Give an exact copy of the data that follows, but none of its pictures.

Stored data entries
++++++
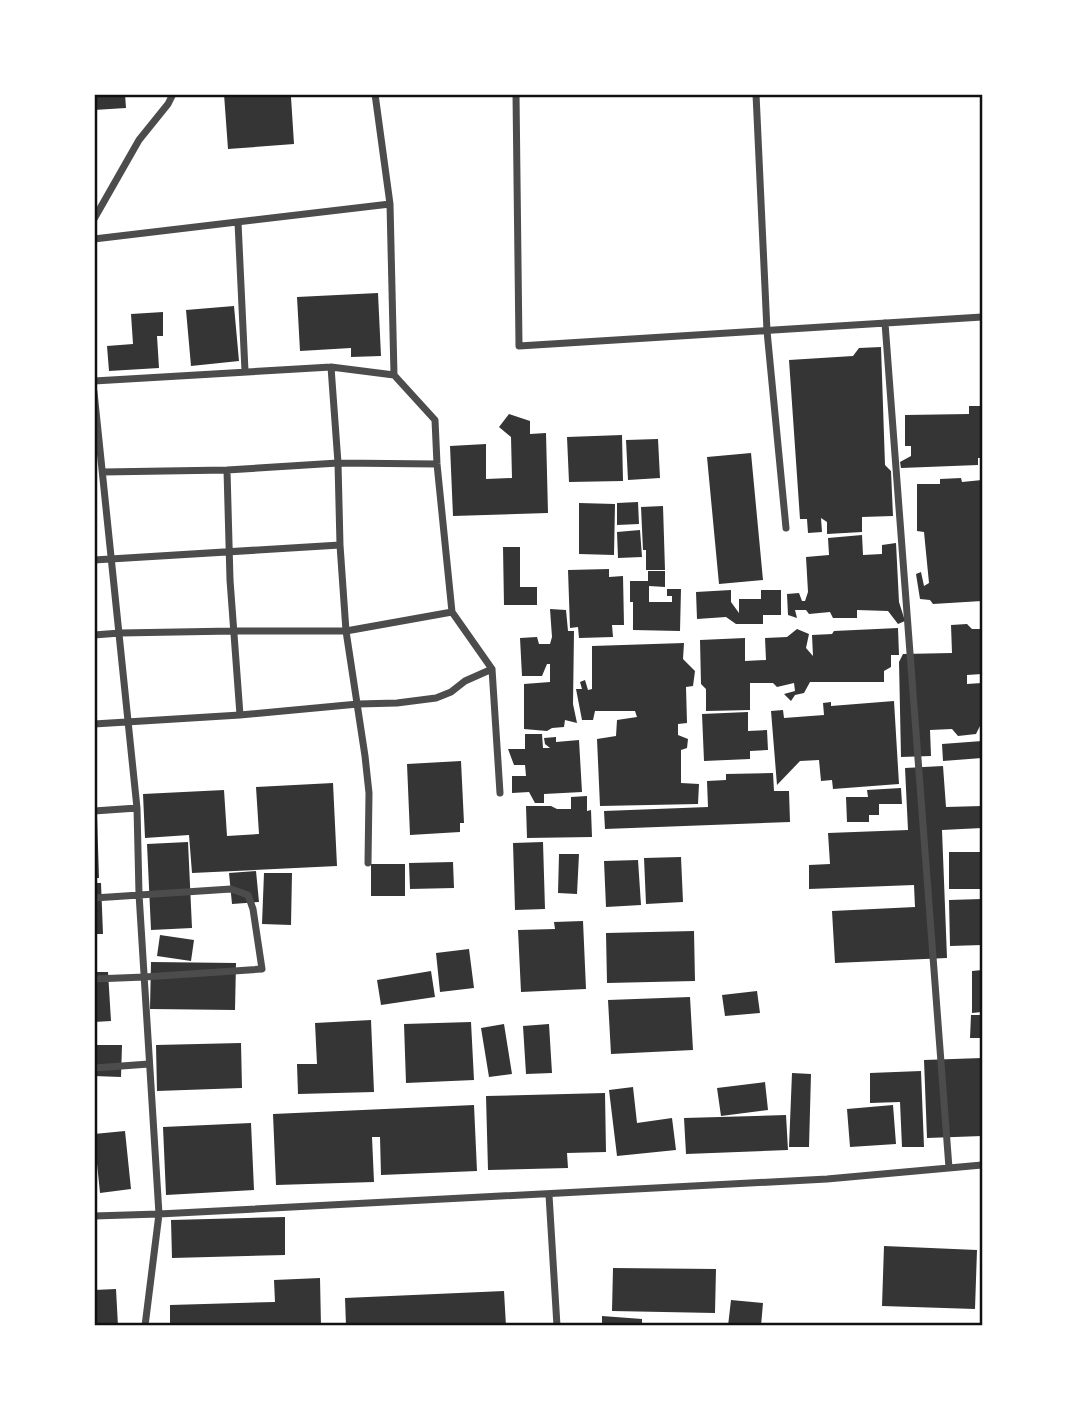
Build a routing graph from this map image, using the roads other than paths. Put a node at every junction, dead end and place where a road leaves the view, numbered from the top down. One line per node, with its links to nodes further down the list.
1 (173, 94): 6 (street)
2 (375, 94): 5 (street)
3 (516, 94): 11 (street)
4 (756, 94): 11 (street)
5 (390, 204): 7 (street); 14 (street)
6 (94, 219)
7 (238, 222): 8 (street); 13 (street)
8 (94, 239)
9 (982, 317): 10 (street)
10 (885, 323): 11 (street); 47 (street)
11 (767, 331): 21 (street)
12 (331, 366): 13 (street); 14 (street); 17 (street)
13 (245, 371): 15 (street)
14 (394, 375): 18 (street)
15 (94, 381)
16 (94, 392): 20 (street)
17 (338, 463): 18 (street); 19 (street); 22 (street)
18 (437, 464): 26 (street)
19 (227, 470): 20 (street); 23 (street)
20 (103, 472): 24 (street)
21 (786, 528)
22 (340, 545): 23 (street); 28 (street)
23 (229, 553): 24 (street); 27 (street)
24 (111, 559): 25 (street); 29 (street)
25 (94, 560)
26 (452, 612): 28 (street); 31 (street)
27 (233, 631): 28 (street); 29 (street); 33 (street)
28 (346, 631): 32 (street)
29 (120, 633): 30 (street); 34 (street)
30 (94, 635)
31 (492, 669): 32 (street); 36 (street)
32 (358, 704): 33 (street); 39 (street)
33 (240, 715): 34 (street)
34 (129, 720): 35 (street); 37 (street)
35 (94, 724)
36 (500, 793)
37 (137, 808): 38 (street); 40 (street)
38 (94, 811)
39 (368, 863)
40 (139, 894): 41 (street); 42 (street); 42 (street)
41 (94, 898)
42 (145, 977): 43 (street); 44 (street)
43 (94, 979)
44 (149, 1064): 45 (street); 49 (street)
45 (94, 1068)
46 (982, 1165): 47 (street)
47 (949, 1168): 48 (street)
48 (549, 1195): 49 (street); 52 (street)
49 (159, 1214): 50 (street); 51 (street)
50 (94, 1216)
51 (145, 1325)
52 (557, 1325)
++++++
● **Output of the exercise**
Build a routing graph from this map image, using the roads other than paths. Put a node at every junction, dead end and place where a road leaves the view, numbered from the top down. One line per node, with its links to nodes further down the list.
1 (173, 94): 6 (street)
2 (375, 94): 5 (street)
3 (516, 94): 11 (street)
4 (756, 94): 11 (street)
5 (390, 204): 7 (street); 14 (street)
6 (94, 219)
7 (238, 222): 8 (street); 13 (street)
8 (94, 239)
9 (982, 317): 10 (street)
10 (885, 323): 11 (street); 47 (street)
11 (767, 331): 21 (street)
12 (331, 366): 13 (street); 14 (street); 17 (street)
13 (245, 371): 15 (street)
14 (394, 375): 18 (street)
15 (94, 381)
16 (94, 392): 20 (street)
17 (338, 463): 18 (street); 19 (street); 22 (street)
18 (437, 464): 26 (street)
19 (227, 470): 20 (street); 23 (street)
20 (103, 472): 24 (street)
21 (786, 528)
22 (340, 545): 23 (street); 28 (street)
23 (229, 553): 24 (street); 27 (street)
24 (111, 559): 25 (street); 29 (street)
25 (94, 560)
26 (452, 612): 28 (street); 31 (street)
27 (233, 631): 28 (street); 29 (street); 33 (street)
28 (346, 631): 32 (street)
29 (120, 633): 30 (street); 34 (street)
30 (94, 635)
31 (492, 669): 32 (street); 36 (street)
32 (358, 704): 33 (street); 39 (street)
33 (240, 715): 34 (street)
34 (129, 720): 35 (street); 37 (street)
35 (94, 724)
36 (500, 793)
37 (137, 808): 38 (street); 40 (street)
38 (94, 811)
39 (368, 863)
40 (139, 894): 41 (street); 42 (street); 42 (street)
41 (94, 898)
42 (145, 977): 43 (street); 44 (street)
43 (94, 979)
44 (149, 1064): 45 (street); 49 (street)
45 (94, 1068)
46 (982, 1165): 47 (street)
47 (949, 1168): 48 (street)
48 (549, 1195): 49 (street); 52 (street)
49 (159, 1214): 50 (street); 51 (street)
50 (94, 1216)
51 (145, 1325)
52 (557, 1325)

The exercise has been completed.